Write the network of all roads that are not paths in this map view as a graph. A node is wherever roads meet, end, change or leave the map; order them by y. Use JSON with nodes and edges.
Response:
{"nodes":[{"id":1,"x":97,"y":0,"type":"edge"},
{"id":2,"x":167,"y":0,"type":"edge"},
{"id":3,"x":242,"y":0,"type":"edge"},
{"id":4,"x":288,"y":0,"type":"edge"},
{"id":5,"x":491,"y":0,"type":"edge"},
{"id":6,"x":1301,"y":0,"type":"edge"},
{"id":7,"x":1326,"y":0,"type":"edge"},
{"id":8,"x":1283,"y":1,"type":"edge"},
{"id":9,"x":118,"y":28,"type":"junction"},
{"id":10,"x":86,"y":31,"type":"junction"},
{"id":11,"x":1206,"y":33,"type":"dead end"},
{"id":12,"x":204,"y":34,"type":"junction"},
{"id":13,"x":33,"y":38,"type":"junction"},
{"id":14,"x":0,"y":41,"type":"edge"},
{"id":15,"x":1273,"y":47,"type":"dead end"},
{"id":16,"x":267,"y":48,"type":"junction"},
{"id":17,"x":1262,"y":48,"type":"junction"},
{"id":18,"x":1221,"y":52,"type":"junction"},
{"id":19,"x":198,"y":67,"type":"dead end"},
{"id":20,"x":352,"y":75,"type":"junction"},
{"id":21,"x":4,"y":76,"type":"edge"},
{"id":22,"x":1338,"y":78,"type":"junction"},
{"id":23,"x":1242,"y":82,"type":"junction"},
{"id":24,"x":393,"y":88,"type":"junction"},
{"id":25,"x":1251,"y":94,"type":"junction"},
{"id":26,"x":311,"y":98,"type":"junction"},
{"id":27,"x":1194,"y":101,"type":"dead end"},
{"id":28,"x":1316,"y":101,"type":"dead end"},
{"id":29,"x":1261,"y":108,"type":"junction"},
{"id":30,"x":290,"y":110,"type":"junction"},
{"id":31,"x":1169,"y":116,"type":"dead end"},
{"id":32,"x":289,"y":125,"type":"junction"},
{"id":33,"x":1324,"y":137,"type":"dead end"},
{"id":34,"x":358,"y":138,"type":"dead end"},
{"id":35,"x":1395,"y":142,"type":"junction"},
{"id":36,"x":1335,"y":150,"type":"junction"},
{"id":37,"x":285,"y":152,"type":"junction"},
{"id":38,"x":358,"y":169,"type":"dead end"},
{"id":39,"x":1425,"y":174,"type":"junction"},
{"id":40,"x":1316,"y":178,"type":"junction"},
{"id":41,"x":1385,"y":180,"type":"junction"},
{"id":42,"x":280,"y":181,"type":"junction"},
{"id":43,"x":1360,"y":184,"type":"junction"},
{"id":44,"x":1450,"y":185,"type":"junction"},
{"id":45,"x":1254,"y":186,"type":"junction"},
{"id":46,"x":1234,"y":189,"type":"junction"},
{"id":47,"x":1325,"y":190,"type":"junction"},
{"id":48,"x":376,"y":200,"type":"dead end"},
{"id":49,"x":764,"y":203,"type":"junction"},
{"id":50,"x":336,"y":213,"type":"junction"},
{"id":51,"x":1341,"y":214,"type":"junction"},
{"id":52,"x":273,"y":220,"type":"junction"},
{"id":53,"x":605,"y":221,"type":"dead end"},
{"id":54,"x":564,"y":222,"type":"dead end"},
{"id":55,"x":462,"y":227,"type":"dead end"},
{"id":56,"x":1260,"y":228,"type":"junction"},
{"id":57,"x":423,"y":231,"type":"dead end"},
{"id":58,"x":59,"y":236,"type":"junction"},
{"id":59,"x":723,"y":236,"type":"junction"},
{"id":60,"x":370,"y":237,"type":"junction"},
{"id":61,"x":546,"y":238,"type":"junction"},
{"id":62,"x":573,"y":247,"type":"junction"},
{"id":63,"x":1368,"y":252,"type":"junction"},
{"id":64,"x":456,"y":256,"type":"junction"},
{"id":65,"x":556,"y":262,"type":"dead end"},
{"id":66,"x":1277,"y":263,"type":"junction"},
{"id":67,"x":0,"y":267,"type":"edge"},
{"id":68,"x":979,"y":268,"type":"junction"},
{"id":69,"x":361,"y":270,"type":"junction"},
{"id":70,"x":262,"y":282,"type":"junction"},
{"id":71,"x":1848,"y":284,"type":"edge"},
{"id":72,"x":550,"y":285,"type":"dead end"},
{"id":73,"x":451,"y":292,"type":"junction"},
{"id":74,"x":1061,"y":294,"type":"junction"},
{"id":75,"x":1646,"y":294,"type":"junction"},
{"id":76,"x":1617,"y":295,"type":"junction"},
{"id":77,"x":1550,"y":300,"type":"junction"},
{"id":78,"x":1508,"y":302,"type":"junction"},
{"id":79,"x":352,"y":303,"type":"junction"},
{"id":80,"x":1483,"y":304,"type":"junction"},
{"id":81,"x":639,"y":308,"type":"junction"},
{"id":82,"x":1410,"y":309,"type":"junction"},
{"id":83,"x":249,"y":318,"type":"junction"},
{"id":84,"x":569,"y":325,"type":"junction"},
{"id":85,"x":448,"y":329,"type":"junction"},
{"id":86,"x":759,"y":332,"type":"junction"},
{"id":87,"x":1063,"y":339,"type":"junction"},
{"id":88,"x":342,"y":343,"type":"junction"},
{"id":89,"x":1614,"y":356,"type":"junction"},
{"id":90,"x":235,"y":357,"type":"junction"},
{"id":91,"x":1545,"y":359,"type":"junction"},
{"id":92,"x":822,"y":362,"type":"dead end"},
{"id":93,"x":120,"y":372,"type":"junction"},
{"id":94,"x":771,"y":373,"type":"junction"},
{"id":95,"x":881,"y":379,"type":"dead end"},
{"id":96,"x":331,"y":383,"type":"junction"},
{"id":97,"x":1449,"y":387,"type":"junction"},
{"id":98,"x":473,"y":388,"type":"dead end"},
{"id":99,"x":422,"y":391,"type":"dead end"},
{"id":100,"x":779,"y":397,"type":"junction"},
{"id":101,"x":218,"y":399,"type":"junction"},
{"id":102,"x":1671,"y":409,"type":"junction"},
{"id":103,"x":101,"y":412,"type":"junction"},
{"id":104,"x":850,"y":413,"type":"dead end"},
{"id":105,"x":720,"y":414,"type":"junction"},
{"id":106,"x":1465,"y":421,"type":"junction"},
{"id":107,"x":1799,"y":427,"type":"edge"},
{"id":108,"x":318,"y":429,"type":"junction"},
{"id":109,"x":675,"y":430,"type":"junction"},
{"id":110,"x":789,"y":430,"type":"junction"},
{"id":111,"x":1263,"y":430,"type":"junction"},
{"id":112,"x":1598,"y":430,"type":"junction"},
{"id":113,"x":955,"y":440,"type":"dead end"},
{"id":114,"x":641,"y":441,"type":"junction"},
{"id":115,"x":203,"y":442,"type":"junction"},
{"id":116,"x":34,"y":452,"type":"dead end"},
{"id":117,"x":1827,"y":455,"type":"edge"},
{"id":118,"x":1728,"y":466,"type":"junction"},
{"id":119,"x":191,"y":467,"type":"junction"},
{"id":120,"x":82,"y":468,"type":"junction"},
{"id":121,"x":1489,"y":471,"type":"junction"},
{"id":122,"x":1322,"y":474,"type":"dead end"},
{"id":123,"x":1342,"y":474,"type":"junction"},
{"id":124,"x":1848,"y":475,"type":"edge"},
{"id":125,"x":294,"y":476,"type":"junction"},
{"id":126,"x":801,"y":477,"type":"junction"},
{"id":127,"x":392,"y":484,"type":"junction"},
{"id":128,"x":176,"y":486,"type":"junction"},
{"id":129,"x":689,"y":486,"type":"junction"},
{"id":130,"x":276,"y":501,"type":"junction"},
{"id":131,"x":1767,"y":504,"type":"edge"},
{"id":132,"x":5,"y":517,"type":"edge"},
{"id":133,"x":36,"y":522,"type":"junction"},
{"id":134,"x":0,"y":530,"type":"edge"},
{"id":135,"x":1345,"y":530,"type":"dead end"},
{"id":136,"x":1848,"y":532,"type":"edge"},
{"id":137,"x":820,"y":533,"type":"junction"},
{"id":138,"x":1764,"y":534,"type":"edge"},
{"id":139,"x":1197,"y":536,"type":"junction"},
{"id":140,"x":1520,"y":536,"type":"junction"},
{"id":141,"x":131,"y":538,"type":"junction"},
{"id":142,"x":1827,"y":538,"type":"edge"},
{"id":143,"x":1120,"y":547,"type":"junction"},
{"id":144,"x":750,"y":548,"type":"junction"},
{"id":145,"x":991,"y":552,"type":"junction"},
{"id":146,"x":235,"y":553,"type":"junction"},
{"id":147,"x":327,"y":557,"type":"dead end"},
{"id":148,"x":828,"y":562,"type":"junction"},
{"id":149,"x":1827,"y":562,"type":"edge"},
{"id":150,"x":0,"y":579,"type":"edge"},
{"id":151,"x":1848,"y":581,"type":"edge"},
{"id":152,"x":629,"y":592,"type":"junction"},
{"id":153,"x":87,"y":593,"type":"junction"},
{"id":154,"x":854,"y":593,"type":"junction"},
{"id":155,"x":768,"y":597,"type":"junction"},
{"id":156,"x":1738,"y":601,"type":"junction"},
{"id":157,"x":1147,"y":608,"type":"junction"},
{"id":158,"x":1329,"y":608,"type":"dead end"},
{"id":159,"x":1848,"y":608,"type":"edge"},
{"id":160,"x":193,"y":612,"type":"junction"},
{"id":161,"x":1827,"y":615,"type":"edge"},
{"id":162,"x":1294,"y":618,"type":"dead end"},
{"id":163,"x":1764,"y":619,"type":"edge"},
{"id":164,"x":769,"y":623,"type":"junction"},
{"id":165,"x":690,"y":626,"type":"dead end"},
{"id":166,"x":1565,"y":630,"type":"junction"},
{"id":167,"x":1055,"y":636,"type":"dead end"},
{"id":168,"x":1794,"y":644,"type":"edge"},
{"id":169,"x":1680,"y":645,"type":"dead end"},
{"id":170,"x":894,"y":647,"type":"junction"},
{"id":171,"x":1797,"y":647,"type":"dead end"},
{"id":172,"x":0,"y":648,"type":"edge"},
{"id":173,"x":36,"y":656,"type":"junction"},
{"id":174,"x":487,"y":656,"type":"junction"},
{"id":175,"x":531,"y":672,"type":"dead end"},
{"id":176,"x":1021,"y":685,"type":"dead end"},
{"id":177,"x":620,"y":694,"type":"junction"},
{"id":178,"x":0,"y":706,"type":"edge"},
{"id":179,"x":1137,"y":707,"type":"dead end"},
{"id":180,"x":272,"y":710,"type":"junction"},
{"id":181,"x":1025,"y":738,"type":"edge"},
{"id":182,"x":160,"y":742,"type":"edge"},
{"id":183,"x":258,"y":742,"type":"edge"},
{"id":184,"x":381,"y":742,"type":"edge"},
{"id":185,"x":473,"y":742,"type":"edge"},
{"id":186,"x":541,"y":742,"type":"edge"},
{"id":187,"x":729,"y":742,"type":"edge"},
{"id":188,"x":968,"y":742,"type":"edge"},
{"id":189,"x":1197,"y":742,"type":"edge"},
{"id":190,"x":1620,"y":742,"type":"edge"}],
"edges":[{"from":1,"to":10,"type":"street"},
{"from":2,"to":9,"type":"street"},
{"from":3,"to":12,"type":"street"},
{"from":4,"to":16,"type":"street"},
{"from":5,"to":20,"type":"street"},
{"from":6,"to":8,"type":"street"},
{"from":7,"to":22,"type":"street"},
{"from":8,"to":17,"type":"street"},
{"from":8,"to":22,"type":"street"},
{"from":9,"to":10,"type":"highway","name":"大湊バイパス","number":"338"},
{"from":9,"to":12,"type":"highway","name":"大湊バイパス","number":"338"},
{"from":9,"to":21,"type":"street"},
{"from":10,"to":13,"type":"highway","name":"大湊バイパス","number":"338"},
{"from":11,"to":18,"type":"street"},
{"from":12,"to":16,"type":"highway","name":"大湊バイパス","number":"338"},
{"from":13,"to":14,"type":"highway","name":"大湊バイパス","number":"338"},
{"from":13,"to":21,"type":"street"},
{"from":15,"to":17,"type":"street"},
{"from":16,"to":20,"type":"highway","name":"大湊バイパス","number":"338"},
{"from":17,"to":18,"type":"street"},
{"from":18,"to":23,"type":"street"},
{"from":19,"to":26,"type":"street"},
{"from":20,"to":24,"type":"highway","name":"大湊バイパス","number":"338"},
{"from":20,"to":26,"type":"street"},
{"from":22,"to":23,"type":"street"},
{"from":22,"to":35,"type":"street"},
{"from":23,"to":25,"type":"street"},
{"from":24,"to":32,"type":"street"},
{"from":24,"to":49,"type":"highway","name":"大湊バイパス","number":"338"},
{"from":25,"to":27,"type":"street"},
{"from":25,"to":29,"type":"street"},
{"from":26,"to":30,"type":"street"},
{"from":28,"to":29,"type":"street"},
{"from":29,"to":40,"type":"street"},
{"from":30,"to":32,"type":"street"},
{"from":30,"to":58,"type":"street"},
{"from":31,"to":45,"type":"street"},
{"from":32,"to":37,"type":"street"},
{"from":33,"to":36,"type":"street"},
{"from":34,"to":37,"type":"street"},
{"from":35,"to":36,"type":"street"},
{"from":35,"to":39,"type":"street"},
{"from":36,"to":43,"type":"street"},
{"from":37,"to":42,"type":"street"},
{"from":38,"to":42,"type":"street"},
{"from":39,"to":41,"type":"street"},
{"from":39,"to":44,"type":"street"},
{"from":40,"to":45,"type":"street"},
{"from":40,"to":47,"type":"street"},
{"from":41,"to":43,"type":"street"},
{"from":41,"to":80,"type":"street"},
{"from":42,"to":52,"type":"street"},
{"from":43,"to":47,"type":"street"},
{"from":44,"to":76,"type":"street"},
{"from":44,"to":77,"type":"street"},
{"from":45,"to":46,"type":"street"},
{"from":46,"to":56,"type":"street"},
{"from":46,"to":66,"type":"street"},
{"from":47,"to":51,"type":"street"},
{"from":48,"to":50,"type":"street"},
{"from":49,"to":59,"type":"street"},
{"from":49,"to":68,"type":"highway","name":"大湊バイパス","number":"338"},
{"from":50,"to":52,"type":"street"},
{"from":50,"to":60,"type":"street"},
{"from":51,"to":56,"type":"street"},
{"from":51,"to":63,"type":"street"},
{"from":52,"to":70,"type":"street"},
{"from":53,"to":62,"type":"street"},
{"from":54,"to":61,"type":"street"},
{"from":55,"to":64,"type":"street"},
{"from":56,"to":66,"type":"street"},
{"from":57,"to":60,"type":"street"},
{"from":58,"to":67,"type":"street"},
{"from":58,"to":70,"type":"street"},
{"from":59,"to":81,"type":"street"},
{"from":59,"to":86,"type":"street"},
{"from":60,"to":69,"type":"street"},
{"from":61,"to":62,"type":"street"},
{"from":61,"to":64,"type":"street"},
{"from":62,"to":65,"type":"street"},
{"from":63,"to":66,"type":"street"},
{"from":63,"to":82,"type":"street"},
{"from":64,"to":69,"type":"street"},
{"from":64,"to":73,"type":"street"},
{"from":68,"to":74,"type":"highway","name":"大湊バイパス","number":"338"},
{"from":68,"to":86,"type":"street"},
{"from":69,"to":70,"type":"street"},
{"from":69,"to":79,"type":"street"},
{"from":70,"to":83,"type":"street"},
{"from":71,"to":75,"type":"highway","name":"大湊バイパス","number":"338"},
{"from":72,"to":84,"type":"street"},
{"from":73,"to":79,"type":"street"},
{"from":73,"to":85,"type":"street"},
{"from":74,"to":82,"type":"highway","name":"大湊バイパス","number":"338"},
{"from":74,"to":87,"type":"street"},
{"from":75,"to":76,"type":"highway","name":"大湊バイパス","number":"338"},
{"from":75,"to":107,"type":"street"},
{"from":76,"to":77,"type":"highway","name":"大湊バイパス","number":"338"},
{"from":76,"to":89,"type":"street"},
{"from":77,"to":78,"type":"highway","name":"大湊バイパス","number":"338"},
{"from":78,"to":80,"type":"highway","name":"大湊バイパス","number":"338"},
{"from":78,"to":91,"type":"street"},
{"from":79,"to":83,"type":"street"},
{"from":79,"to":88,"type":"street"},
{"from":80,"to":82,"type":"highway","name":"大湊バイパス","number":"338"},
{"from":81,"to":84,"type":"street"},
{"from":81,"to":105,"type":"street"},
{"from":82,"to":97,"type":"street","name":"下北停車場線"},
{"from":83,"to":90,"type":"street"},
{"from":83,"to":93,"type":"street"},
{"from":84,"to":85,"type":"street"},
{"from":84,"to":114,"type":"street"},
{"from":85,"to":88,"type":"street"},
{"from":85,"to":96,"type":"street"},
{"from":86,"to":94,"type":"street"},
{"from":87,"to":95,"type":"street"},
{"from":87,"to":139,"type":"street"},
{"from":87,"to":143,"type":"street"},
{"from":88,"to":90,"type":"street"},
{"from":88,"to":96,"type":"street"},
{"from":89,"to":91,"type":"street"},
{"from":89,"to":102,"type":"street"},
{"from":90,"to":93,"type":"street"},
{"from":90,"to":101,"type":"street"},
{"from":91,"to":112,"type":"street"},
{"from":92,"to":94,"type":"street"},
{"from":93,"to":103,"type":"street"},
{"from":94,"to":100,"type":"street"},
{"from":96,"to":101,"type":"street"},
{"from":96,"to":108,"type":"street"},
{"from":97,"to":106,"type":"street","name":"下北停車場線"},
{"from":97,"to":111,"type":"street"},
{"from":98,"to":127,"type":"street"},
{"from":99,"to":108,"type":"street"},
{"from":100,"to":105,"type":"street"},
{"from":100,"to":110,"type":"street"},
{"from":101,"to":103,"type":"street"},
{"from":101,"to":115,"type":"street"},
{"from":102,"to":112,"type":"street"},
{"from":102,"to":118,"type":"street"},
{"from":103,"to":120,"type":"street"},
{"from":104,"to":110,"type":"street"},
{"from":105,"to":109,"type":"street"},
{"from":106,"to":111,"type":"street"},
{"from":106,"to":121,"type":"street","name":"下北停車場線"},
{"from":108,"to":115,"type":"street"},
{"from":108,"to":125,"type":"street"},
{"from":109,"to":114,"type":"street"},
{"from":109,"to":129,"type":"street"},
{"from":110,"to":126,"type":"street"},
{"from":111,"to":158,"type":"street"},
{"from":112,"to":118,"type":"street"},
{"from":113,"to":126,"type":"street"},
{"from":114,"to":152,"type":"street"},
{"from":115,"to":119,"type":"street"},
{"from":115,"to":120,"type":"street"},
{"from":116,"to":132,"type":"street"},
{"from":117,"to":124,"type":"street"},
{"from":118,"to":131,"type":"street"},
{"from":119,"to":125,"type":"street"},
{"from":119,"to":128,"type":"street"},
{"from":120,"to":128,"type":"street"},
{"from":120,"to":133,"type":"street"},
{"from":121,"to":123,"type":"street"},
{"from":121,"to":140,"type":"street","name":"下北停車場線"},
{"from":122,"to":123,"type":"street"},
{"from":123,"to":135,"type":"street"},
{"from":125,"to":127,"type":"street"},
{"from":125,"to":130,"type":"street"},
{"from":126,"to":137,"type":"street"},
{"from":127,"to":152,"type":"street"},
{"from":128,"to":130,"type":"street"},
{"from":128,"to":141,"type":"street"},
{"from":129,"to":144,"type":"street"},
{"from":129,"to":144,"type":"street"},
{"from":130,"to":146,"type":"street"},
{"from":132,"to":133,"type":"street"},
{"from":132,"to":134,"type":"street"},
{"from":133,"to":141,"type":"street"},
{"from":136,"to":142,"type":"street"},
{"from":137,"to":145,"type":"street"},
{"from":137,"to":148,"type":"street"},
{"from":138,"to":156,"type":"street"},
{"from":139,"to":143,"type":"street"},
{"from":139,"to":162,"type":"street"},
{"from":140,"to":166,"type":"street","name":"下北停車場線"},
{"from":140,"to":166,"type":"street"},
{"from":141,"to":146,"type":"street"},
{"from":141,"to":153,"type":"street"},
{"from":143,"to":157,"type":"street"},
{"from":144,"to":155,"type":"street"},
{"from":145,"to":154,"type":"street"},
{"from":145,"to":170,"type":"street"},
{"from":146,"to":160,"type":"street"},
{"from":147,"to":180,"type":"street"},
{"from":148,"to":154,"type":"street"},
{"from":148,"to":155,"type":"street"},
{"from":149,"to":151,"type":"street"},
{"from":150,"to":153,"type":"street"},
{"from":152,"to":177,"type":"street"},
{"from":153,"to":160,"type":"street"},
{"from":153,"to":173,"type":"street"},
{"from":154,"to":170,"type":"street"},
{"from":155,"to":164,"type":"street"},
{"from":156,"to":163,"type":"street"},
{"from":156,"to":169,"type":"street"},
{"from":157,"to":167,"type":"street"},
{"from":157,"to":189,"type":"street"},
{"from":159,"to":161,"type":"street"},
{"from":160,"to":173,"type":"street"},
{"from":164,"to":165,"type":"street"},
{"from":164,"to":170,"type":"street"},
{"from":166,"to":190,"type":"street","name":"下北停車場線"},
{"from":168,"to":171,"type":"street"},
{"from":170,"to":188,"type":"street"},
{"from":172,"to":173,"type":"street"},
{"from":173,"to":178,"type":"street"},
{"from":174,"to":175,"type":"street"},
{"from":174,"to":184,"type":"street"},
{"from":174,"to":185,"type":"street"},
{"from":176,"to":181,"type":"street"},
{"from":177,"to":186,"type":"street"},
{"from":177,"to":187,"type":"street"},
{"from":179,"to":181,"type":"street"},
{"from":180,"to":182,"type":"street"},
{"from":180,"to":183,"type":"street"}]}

What is needed: Whenever the word "edges" occurs in a line of the listing above, return that line.

Written solution:
Write the network of all roads that are not paths in this map view as a graph. A node is wherever roads meet, end, change or leave the map; order them by y. Use JSON with nodes and edges.
"edges":[{"from":1,"to":10,"type":"street"},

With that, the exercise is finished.